Klarer Vorteil: Mit Dédé, Tinga und Valdez stehen zu diesem Zeitpunkt bereits drei Südamerikaner beim BVB unter Vertrag. Die Eingewöhnung wird Klimowicz somit erleichtert. Doch beim langsam gealterten Spieler macht sich ein Kräfteverschleiß bemerkbar. Schnell wird deutlich, dass Klimowicz kaum einmal mehr über neunzig Minuten gehen kann. Seine Einsätze lassen deshalb besonders zu Beginn der Saison noch zu wünschen übrig. Als beginnender Stoßstürmer weiß er nicht zu überzeugen. Auch weil ihm mehrere Verletzungen die Fitness rauben. Eine Sprengung des Schultereckgelenks beispielsweise, die er sich zu Rückrundenbeginn im Derby gegen den herauseilenden Manuel Neuer zuzog, hindert ihn am regelmäßigen Training. Besonders ärgerlich, weil der Argentinier gerade gegen Duisburg (Doppelpack) und im Pokal gegen Bremen angekommen zu sein schien. Seinen Trainingsrhythmus nach der Verletzung beschrieb der Stürmer einmal folgendermaßen. „Bis Donnerstag arbeite ich für mich alleine, Freitags trainiere ich dann mit der Mannschaft." Nur Spritzen gegen den Schmerz retteten ihn über die Spielzeit. Die Begründung für seine Trefferquote liegt für den Ex-Wolfsburger dennoch auf der Hand. Klimowicz sei bei seinen Einwechslungen so motiviert, weil er das Vertrauen der Fan spüre. „Ich bin zufrieden hier, die Fans sind unglaublich."
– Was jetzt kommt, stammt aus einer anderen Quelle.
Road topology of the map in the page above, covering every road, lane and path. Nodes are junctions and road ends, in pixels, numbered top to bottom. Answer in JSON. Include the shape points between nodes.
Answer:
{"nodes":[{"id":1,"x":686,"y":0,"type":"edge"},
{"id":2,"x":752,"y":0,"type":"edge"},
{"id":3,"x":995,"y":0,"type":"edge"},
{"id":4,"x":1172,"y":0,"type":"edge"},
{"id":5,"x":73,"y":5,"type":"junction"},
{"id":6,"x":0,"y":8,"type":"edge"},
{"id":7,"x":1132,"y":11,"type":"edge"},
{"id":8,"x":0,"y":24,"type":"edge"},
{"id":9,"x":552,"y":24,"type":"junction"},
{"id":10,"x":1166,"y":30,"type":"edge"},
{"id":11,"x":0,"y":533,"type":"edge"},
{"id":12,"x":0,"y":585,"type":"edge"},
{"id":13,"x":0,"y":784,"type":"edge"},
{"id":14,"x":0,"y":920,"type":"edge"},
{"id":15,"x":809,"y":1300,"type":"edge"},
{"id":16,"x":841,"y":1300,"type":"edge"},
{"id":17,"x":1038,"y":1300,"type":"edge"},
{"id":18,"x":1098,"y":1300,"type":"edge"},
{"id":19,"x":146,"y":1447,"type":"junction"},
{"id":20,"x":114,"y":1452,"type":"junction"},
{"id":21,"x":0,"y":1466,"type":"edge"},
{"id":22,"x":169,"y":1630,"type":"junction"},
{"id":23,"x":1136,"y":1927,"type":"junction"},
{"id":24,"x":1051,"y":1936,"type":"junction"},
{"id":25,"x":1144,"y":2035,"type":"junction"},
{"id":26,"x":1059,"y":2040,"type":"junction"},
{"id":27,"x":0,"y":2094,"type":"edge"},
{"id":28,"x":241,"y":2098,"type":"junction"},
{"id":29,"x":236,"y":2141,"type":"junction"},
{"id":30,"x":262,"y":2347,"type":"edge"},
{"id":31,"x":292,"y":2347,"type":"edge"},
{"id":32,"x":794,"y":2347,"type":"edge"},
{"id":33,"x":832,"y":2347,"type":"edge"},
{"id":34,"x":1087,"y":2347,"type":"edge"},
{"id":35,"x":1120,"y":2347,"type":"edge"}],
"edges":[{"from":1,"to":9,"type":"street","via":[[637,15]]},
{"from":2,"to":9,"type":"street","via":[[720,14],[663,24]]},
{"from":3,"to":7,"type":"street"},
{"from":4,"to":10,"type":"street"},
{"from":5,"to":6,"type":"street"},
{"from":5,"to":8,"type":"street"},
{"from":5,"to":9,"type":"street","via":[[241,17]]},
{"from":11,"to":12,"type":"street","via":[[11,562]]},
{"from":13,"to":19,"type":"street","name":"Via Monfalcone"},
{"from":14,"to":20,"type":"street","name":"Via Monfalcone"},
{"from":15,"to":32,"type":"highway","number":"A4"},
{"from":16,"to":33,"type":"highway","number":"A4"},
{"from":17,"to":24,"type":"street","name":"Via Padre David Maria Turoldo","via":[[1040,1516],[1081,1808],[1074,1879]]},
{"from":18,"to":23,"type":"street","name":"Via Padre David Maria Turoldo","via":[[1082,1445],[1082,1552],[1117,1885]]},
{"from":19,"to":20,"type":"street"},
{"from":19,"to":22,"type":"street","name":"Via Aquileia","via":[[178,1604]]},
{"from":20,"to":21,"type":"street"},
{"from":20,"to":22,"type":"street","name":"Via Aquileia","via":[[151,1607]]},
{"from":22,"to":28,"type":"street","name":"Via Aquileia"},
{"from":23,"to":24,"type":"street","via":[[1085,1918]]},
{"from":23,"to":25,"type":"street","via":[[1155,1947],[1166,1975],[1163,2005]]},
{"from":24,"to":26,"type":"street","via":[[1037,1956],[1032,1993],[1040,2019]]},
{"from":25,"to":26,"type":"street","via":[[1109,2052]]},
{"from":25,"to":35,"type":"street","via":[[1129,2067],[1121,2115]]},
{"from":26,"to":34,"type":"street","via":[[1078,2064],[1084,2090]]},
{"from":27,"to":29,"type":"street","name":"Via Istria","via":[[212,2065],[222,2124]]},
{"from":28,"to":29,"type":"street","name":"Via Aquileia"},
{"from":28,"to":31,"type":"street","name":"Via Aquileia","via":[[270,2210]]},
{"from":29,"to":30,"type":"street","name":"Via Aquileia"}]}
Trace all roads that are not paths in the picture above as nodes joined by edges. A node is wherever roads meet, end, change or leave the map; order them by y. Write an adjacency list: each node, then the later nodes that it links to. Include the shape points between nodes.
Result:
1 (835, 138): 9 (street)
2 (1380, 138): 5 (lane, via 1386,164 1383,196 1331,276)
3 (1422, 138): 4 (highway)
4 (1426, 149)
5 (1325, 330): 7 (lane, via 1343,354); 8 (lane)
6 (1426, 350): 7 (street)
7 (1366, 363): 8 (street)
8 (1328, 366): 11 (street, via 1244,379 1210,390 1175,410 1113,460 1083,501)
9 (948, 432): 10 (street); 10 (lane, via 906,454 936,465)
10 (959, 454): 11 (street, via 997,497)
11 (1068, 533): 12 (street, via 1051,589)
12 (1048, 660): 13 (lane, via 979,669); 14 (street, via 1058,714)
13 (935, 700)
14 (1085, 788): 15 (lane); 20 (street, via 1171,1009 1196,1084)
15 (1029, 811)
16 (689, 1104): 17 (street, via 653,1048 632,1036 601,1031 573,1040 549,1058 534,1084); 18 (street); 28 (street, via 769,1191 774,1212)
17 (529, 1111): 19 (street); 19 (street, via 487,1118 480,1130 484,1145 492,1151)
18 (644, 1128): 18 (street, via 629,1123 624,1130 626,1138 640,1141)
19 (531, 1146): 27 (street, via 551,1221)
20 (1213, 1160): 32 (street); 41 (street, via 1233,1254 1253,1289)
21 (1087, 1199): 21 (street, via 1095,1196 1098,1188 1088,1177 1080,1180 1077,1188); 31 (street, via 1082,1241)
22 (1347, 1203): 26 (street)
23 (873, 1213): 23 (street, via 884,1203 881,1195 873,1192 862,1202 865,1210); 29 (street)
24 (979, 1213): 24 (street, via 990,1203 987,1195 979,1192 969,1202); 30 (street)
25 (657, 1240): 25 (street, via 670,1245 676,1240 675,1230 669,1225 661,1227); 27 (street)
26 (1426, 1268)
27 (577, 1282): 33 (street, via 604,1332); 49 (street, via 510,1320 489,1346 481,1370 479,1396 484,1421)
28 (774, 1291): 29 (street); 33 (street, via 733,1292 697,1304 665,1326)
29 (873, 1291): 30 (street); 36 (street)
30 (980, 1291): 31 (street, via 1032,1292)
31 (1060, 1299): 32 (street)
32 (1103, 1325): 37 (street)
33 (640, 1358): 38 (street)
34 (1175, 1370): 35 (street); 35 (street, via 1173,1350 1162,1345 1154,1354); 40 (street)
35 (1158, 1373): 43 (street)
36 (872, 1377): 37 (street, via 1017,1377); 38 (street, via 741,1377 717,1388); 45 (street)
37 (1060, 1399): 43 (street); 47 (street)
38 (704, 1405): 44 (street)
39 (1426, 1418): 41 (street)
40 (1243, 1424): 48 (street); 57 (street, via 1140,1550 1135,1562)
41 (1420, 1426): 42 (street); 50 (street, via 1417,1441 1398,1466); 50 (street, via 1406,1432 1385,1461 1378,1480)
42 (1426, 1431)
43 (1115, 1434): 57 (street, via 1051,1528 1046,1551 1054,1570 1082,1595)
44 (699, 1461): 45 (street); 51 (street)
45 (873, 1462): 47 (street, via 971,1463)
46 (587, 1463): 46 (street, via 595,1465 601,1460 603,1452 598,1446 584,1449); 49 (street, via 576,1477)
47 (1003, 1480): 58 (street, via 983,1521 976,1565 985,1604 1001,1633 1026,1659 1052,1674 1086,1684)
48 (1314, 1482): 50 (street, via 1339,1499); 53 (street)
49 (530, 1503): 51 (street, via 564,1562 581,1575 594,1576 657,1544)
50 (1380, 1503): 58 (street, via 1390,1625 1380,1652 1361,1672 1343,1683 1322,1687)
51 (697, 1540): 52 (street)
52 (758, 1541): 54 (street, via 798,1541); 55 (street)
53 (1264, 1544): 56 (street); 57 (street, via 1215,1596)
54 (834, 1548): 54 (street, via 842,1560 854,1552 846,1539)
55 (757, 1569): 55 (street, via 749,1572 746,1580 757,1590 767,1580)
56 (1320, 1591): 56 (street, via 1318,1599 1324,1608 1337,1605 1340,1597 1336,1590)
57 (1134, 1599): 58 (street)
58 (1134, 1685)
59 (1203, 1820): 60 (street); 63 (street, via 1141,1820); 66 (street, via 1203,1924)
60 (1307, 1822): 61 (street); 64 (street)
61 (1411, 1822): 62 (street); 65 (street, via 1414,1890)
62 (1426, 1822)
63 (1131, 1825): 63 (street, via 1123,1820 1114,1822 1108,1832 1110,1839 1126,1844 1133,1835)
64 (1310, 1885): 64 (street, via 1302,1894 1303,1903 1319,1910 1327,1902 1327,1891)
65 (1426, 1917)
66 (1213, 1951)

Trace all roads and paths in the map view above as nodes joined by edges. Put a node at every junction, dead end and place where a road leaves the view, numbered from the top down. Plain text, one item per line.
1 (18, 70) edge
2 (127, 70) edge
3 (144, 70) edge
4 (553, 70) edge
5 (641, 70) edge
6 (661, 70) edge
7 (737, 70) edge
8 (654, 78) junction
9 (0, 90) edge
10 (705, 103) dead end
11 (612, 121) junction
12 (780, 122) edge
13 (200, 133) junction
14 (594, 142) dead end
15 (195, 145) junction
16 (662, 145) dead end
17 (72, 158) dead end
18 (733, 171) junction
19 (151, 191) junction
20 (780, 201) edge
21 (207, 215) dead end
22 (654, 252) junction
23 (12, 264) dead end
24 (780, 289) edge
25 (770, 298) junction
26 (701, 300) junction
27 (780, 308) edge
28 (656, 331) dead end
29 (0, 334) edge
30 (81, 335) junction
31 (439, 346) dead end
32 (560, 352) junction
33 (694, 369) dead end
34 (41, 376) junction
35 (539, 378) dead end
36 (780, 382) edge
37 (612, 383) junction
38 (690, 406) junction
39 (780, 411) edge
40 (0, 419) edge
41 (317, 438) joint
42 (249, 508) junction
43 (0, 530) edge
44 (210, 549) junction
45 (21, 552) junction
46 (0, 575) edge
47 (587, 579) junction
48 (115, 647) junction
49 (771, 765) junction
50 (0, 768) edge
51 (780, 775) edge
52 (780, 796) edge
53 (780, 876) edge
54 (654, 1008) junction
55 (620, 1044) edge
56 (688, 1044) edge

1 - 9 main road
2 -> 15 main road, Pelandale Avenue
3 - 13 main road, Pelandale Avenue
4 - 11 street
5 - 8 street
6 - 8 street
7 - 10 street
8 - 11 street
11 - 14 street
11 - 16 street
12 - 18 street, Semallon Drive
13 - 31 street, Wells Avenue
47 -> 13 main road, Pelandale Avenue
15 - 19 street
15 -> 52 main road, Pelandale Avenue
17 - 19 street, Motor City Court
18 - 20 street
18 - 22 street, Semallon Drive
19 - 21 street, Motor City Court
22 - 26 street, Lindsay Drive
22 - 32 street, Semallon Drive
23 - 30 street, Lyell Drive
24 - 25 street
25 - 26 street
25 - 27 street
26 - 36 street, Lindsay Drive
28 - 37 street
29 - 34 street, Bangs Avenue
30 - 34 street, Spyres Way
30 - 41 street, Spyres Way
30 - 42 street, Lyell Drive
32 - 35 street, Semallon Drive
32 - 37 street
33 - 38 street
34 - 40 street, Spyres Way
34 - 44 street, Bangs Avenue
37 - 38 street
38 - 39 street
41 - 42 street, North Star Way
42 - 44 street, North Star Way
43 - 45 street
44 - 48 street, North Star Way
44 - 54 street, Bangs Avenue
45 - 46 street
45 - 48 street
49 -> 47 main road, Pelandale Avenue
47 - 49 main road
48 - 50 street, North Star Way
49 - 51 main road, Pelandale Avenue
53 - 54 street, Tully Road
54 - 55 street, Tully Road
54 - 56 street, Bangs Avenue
So kommt der 34-jährige Torjäger in seiner ersten Bundesliga-Spielzeit gerade einmal auf 1.303 Einsatzminuten, verteilt auf 28 Spiele. Ihm gelangen dabei sechs Tore, fünf davon nach seiner Einwechslung als Joker. Und diese Rolle füllte er auch im Pokal mehr als zufriedenstellend aus. Zwei seiner vier Treffer gelangen ihm auch hier als eingewechselter Edelreservist. Alle 163 Minuten traf er ins gegnerische Tor, eine beachtliche Quote. Nach Mladen Petric war er damit sogar der beste Schütze in Reihen des BVB.
Auch in dieser Saison ist für Diego Klimowicz trotz des Weggangs von Mladen Petric wieder die Jokerrolle vorgesehen. Wie im Pokal gegen Berlin, wo er nach drei Minuten traf. Einsätze von Anfang an wie gegen Hoffenheim verlaufen aber ebenso unerfolgreich wie in der letzten Spielzeit.
Der Argentinier, der in seiner Freizeit gerne angelt, ist eben der perfekte Einwechselspieler. Mit seiner körperlichen Präsenz vermag er, die Abwehr durcheinander zu wirbeln. Zudem ist der oft pomadig und unmotiviert wirkende Angreifer immer für den ein oder anderen Treffer gut. Denn gerade die ihm als negativ angekreideten Eigenschaften wie Nervenstärke und gelassene Spielweise helfen ihm immer wieder dabei, gefährlich vor dem gegnerischen Torwart aufzutauchen. Auch in dieser Saison wird das noch das ein oder andere Mal der Fall sein. Dann heißt es wieder: Klimowicz, der Topjoker, hat zugeschlagen.